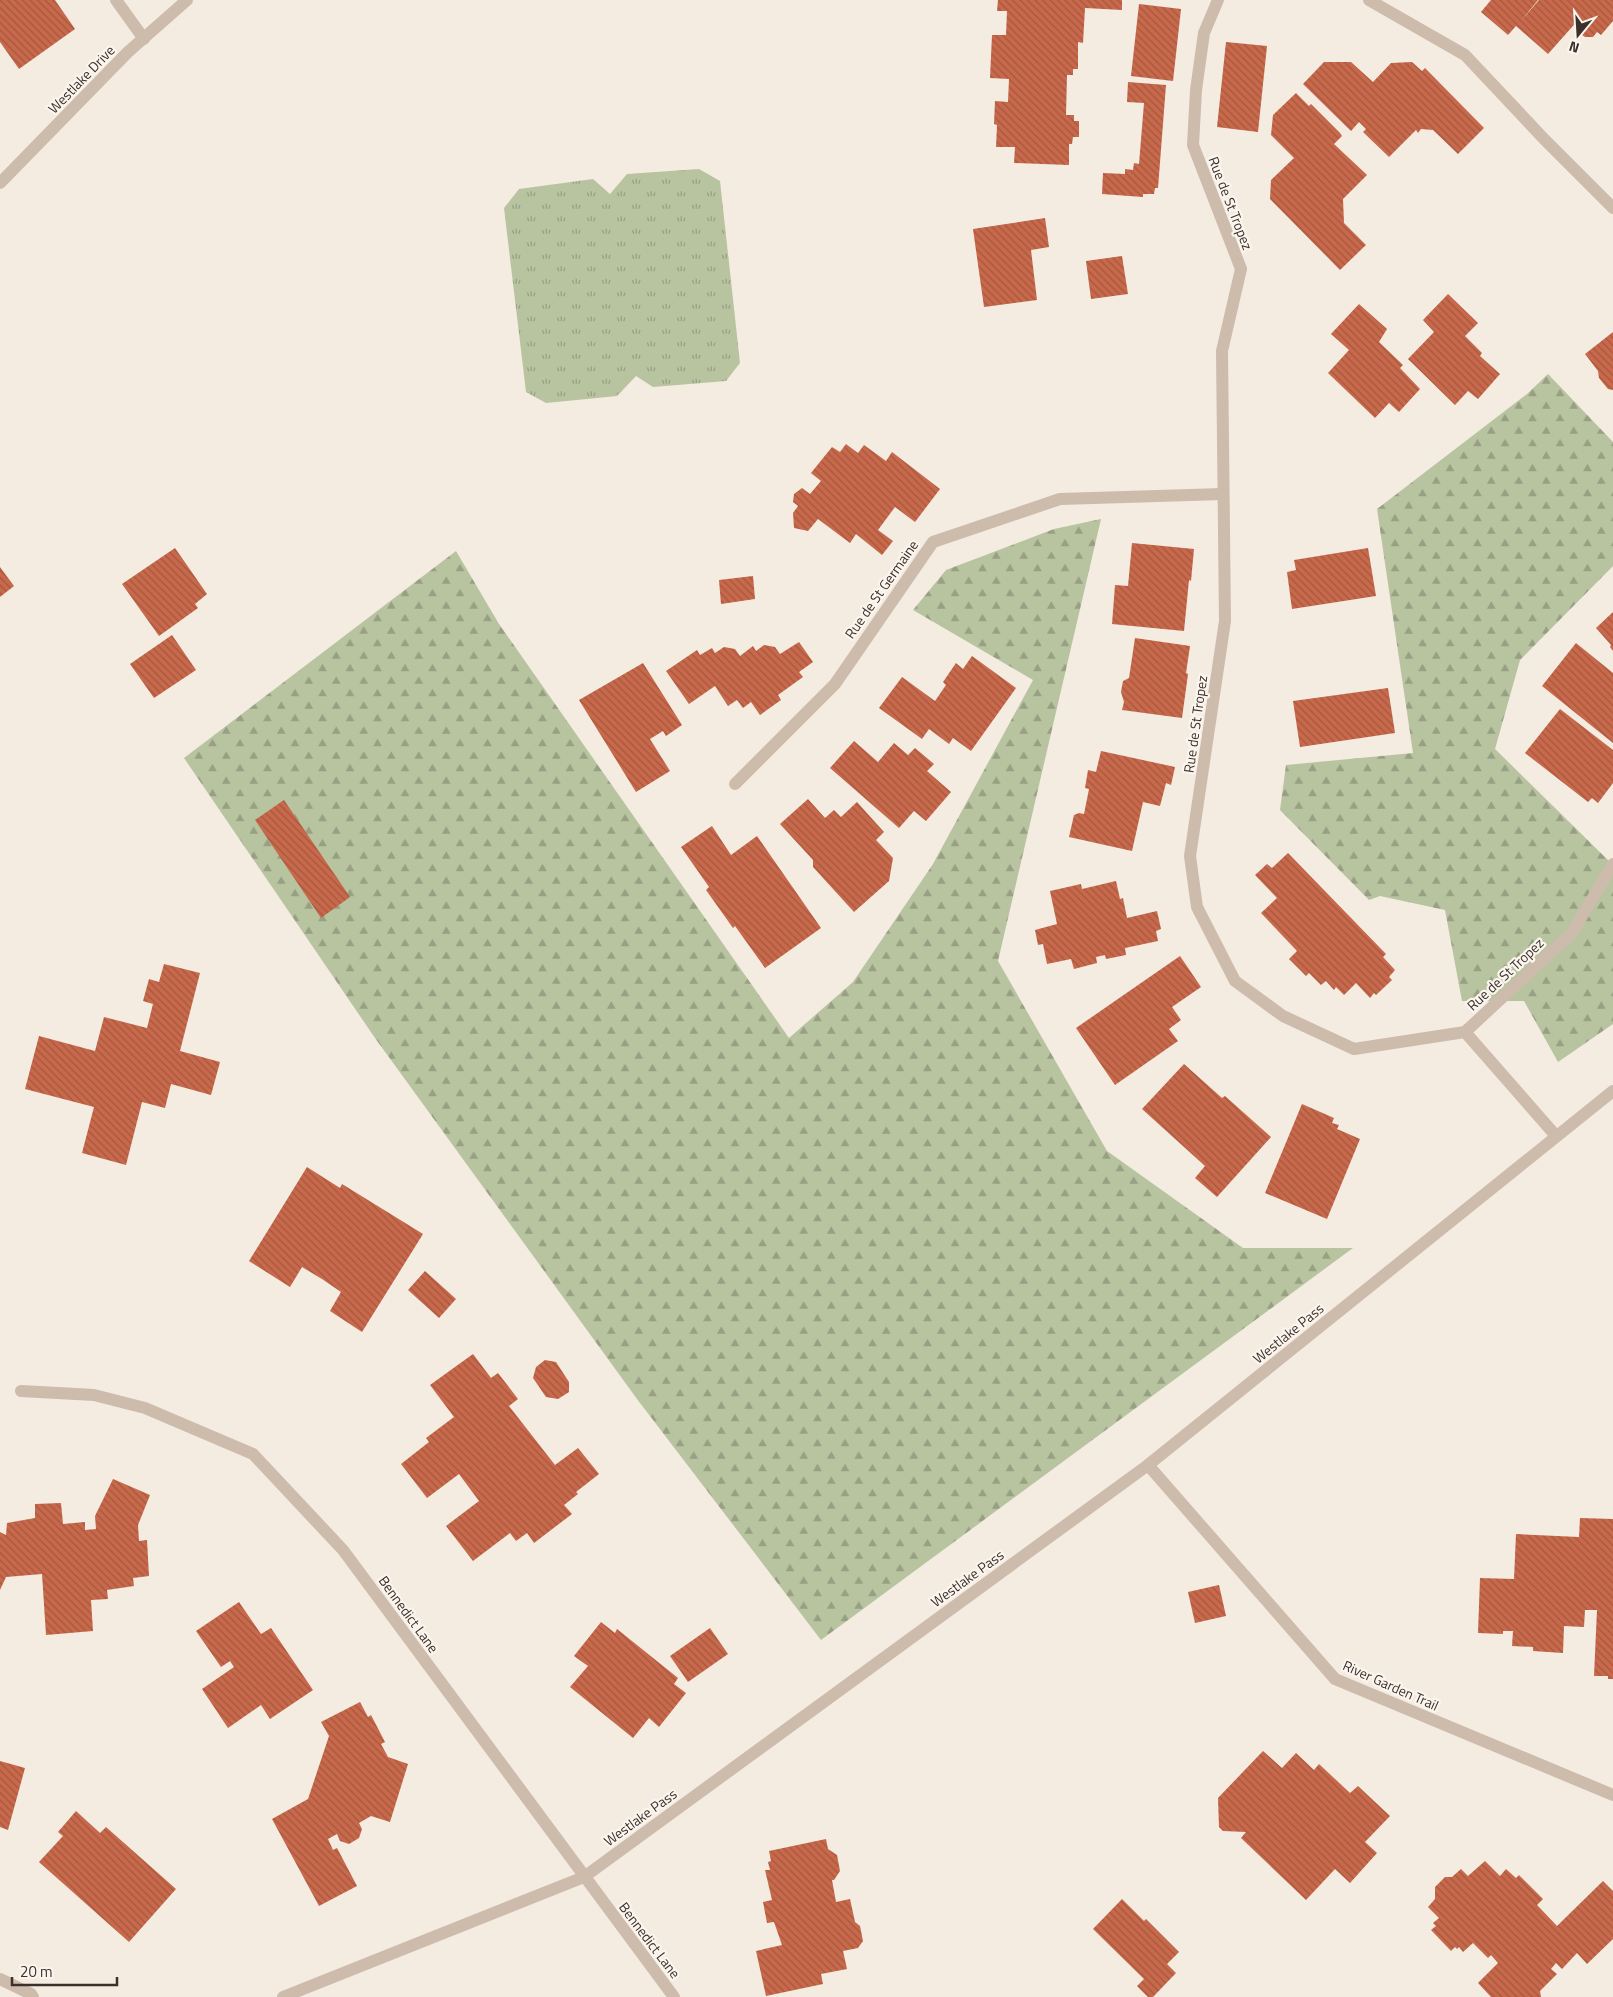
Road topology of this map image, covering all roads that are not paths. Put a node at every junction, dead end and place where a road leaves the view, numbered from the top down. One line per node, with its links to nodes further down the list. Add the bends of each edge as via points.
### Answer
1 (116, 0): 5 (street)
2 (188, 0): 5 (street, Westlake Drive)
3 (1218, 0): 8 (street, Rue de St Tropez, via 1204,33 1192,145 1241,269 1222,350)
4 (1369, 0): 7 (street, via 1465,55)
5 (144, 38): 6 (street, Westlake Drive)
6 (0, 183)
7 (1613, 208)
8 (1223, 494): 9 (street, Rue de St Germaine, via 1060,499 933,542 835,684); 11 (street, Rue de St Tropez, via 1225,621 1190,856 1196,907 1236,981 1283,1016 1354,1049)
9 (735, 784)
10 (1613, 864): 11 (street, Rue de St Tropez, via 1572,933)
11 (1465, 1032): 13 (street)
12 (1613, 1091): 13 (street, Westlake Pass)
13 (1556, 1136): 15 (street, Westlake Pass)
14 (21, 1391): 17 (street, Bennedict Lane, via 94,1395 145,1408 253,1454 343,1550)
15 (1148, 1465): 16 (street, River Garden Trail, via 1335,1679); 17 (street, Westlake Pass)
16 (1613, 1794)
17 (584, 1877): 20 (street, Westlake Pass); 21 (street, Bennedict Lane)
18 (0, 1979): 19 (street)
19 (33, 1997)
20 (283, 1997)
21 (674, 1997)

------------------------------------

Work request: Your answer should contain all the material above, written out exactly, and none of the pictures.

The answer:
Road topology of this map image, covering all roads that are not paths. Put a node at every junction, dead end and place where a road leaves the view, numbered from the top down. One line per node, with its links to nodes further down the list. Add the bends of each edge as via points.
### Answer
1 (116, 0): 5 (street)
2 (188, 0): 5 (street, Westlake Drive)
3 (1218, 0): 8 (street, Rue de St Tropez, via 1204,33 1192,145 1241,269 1222,350)
4 (1369, 0): 7 (street, via 1465,55)
5 (144, 38): 6 (street, Westlake Drive)
6 (0, 183)
7 (1613, 208)
8 (1223, 494): 9 (street, Rue de St Germaine, via 1060,499 933,542 835,684); 11 (street, Rue de St Tropez, via 1225,621 1190,856 1196,907 1236,981 1283,1016 1354,1049)
9 (735, 784)
10 (1613, 864): 11 (street, Rue de St Tropez, via 1572,933)
11 (1465, 1032): 13 (street)
12 (1613, 1091): 13 (street, Westlake Pass)
13 (1556, 1136): 15 (street, Westlake Pass)
14 (21, 1391): 17 (street, Bennedict Lane, via 94,1395 145,1408 253,1454 343,1550)
15 (1148, 1465): 16 (street, River Garden Trail, via 1335,1679); 17 (street, Westlake Pass)
16 (1613, 1794)
17 (584, 1877): 20 (street, Westlake Pass); 21 (street, Bennedict Lane)
18 (0, 1979): 19 (street)
19 (33, 1997)
20 (283, 1997)
21 (674, 1997)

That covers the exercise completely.